START RECORDS FOR THIS TASK

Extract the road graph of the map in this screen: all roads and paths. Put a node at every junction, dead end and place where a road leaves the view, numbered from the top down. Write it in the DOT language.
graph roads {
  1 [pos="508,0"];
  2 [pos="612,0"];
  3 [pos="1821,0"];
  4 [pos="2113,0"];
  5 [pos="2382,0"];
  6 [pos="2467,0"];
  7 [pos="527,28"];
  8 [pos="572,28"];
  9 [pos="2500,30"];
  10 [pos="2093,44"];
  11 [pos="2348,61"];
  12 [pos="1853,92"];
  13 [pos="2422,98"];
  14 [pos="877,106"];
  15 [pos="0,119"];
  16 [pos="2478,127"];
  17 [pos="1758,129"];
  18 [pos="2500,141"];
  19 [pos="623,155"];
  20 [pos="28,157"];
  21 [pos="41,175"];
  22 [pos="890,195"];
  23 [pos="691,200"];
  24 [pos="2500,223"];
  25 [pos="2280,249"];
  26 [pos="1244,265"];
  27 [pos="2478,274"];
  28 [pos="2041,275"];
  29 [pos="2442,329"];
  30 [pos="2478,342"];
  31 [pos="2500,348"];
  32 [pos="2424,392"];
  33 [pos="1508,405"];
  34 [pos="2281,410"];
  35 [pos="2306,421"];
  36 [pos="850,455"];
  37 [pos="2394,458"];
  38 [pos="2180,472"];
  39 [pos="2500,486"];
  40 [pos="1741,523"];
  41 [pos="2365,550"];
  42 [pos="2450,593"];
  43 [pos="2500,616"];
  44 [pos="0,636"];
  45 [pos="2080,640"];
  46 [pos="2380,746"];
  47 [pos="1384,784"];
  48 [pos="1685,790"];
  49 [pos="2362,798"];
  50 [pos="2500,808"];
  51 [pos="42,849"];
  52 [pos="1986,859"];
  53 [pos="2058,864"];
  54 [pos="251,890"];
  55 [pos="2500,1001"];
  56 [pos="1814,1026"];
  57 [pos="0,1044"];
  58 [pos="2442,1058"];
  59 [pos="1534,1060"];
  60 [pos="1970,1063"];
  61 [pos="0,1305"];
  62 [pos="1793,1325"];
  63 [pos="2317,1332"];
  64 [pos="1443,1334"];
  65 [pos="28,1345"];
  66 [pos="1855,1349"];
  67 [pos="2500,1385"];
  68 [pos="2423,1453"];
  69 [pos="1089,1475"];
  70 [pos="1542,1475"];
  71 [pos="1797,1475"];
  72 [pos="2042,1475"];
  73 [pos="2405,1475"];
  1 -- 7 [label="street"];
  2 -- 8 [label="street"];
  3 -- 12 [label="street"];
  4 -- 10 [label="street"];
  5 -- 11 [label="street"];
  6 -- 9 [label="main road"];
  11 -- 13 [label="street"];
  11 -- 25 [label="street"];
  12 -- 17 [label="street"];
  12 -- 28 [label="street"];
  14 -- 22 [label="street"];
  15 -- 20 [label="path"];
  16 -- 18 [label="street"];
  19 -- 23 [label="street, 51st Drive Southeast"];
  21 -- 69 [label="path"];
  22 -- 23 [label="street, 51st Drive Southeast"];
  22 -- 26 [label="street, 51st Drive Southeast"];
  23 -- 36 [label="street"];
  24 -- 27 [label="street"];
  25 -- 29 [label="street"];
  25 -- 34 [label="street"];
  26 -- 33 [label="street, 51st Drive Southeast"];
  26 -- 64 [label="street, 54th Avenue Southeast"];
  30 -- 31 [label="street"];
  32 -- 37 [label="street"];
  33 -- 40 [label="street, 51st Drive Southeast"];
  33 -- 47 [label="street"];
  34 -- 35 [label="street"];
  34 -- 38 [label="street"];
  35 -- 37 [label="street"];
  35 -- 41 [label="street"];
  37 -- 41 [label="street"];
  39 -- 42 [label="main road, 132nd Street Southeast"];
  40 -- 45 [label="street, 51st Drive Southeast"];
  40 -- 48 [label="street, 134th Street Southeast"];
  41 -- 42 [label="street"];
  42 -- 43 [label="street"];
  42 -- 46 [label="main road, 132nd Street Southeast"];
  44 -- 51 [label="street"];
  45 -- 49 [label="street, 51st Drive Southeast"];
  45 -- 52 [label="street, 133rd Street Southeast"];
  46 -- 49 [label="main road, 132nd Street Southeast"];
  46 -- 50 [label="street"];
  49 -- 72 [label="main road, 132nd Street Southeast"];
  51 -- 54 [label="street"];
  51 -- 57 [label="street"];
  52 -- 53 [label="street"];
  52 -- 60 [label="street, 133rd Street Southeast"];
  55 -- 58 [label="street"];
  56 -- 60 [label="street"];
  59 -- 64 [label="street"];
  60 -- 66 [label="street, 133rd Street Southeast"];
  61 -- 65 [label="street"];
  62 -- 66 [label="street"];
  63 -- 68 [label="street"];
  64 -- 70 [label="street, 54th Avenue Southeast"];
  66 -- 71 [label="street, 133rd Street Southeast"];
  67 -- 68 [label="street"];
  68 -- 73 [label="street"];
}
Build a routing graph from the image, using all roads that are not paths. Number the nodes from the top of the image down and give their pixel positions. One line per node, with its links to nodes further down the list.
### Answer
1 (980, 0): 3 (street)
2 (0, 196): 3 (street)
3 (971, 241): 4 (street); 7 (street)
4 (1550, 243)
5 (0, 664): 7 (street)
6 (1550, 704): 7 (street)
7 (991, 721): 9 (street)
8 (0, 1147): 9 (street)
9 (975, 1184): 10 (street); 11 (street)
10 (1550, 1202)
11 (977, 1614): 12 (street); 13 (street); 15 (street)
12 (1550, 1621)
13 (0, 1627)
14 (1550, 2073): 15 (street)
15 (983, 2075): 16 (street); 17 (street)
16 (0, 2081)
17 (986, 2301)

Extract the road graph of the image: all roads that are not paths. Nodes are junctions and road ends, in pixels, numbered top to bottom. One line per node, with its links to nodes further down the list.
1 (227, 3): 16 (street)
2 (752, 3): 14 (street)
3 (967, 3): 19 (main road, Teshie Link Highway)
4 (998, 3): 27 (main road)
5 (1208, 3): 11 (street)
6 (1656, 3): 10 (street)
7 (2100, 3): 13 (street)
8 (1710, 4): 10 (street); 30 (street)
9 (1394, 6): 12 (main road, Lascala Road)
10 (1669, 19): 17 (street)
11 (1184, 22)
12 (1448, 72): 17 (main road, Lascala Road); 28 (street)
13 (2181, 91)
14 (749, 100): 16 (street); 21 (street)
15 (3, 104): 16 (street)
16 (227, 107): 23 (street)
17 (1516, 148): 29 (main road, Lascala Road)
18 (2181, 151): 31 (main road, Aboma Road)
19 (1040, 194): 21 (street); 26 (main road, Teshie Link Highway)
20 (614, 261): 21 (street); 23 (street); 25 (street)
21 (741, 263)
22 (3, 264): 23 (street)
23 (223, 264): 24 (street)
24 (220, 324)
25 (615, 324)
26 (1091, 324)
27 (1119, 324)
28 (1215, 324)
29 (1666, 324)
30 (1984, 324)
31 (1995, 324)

END RECORDS FOR THIS TASK

For this exercise, output the entries above exactly as written.

Extract the road graph of the map in this screen: all roads and paths. Put a node at every junction, dead end and place where a road leaves the view, numbered from the top down. Write it in the DOT language.
graph roads {
  1 [pos="508,0"];
  2 [pos="612,0"];
  3 [pos="1821,0"];
  4 [pos="2113,0"];
  5 [pos="2382,0"];
  6 [pos="2467,0"];
  7 [pos="527,28"];
  8 [pos="572,28"];
  9 [pos="2500,30"];
  10 [pos="2093,44"];
  11 [pos="2348,61"];
  12 [pos="1853,92"];
  13 [pos="2422,98"];
  14 [pos="877,106"];
  15 [pos="0,119"];
  16 [pos="2478,127"];
  17 [pos="1758,129"];
  18 [pos="2500,141"];
  19 [pos="623,155"];
  20 [pos="28,157"];
  21 [pos="41,175"];
  22 [pos="890,195"];
  23 [pos="691,200"];
  24 [pos="2500,223"];
  25 [pos="2280,249"];
  26 [pos="1244,265"];
  27 [pos="2478,274"];
  28 [pos="2041,275"];
  29 [pos="2442,329"];
  30 [pos="2478,342"];
  31 [pos="2500,348"];
  32 [pos="2424,392"];
  33 [pos="1508,405"];
  34 [pos="2281,410"];
  35 [pos="2306,421"];
  36 [pos="850,455"];
  37 [pos="2394,458"];
  38 [pos="2180,472"];
  39 [pos="2500,486"];
  40 [pos="1741,523"];
  41 [pos="2365,550"];
  42 [pos="2450,593"];
  43 [pos="2500,616"];
  44 [pos="0,636"];
  45 [pos="2080,640"];
  46 [pos="2380,746"];
  47 [pos="1384,784"];
  48 [pos="1685,790"];
  49 [pos="2362,798"];
  50 [pos="2500,808"];
  51 [pos="42,849"];
  52 [pos="1986,859"];
  53 [pos="2058,864"];
  54 [pos="251,890"];
  55 [pos="2500,1001"];
  56 [pos="1814,1026"];
  57 [pos="0,1044"];
  58 [pos="2442,1058"];
  59 [pos="1534,1060"];
  60 [pos="1970,1063"];
  61 [pos="0,1305"];
  62 [pos="1793,1325"];
  63 [pos="2317,1332"];
  64 [pos="1443,1334"];
  65 [pos="28,1345"];
  66 [pos="1855,1349"];
  67 [pos="2500,1385"];
  68 [pos="2423,1453"];
  69 [pos="1089,1475"];
  70 [pos="1542,1475"];
  71 [pos="1797,1475"];
  72 [pos="2042,1475"];
  73 [pos="2405,1475"];
  1 -- 7 [label="street"];
  2 -- 8 [label="street"];
  3 -- 12 [label="street"];
  4 -- 10 [label="street"];
  5 -- 11 [label="street"];
  6 -- 9 [label="main road"];
  11 -- 13 [label="street"];
  11 -- 25 [label="street"];
  12 -- 17 [label="street"];
  12 -- 28 [label="street"];
  14 -- 22 [label="street"];
  15 -- 20 [label="path"];
  16 -- 18 [label="street"];
  19 -- 23 [label="street, 51st Drive Southeast"];
  21 -- 69 [label="path"];
  22 -- 23 [label="street, 51st Drive Southeast"];
  22 -- 26 [label="street, 51st Drive Southeast"];
  23 -- 36 [label="street"];
  24 -- 27 [label="street"];
  25 -- 29 [label="street"];
  25 -- 34 [label="street"];
  26 -- 33 [label="street, 51st Drive Southeast"];
  26 -- 64 [label="street, 54th Avenue Southeast"];
  30 -- 31 [label="street"];
  32 -- 37 [label="street"];
  33 -- 40 [label="street, 51st Drive Southeast"];
  33 -- 47 [label="street"];
  34 -- 35 [label="street"];
  34 -- 38 [label="street"];
  35 -- 37 [label="street"];
  35 -- 41 [label="street"];
  37 -- 41 [label="street"];
  39 -- 42 [label="main road, 132nd Street Southeast"];
  40 -- 45 [label="street, 51st Drive Southeast"];
  40 -- 48 [label="street, 134th Street Southeast"];
  41 -- 42 [label="street"];
  42 -- 43 [label="street"];
  42 -- 46 [label="main road, 132nd Street Southeast"];
  44 -- 51 [label="street"];
  45 -- 49 [label="street, 51st Drive Southeast"];
  45 -- 52 [label="street, 133rd Street Southeast"];
  46 -- 49 [label="main road, 132nd Street Southeast"];
  46 -- 50 [label="street"];
  49 -- 72 [label="main road, 132nd Street Southeast"];
  51 -- 54 [label="street"];
  51 -- 57 [label="street"];
  52 -- 53 [label="street"];
  52 -- 60 [label="street, 133rd Street Southeast"];
  55 -- 58 [label="street"];
  56 -- 60 [label="street"];
  59 -- 64 [label="street"];
  60 -- 66 [label="street, 133rd Street Southeast"];
  61 -- 65 [label="street"];
  62 -- 66 [label="street"];
  63 -- 68 [label="street"];
  64 -- 70 [label="street, 54th Avenue Southeast"];
  66 -- 71 [label="street, 133rd Street Southeast"];
  67 -- 68 [label="street"];
  68 -- 73 [label="street"];
}
Build a routing graph from the image, using all roads that are not paths. Number the nodes from the top of the image down and give their pixel positions. One line per node, with its links to nodes further down the list.
### Answer
1 (980, 0): 3 (street)
2 (0, 196): 3 (street)
3 (971, 241): 4 (street); 7 (street)
4 (1550, 243)
5 (0, 664): 7 (street)
6 (1550, 704): 7 (street)
7 (991, 721): 9 (street)
8 (0, 1147): 9 (street)
9 (975, 1184): 10 (street); 11 (street)
10 (1550, 1202)
11 (977, 1614): 12 (street); 13 (street); 15 (street)
12 (1550, 1621)
13 (0, 1627)
14 (1550, 2073): 15 (street)
15 (983, 2075): 16 (street); 17 (street)
16 (0, 2081)
17 (986, 2301)

Extract the road graph of the image: all roads that are not paths. Nodes are junctions and road ends, in pixels, numbered top to bottom. One line per node, with its links to nodes further down the list.
1 (227, 3): 16 (street)
2 (752, 3): 14 (street)
3 (967, 3): 19 (main road, Teshie Link Highway)
4 (998, 3): 27 (main road)
5 (1208, 3): 11 (street)
6 (1656, 3): 10 (street)
7 (2100, 3): 13 (street)
8 (1710, 4): 10 (street); 30 (street)
9 (1394, 6): 12 (main road, Lascala Road)
10 (1669, 19): 17 (street)
11 (1184, 22)
12 (1448, 72): 17 (main road, Lascala Road); 28 (street)
13 (2181, 91)
14 (749, 100): 16 (street); 21 (street)
15 (3, 104): 16 (street)
16 (227, 107): 23 (street)
17 (1516, 148): 29 (main road, Lascala Road)
18 (2181, 151): 31 (main road, Aboma Road)
19 (1040, 194): 21 (street); 26 (main road, Teshie Link Highway)
20 (614, 261): 21 (street); 23 (street); 25 (street)
21 (741, 263)
22 (3, 264): 23 (street)
23 (223, 264): 24 (street)
24 (220, 324)
25 (615, 324)
26 (1091, 324)
27 (1119, 324)
28 (1215, 324)
29 (1666, 324)
30 (1984, 324)
31 (1995, 324)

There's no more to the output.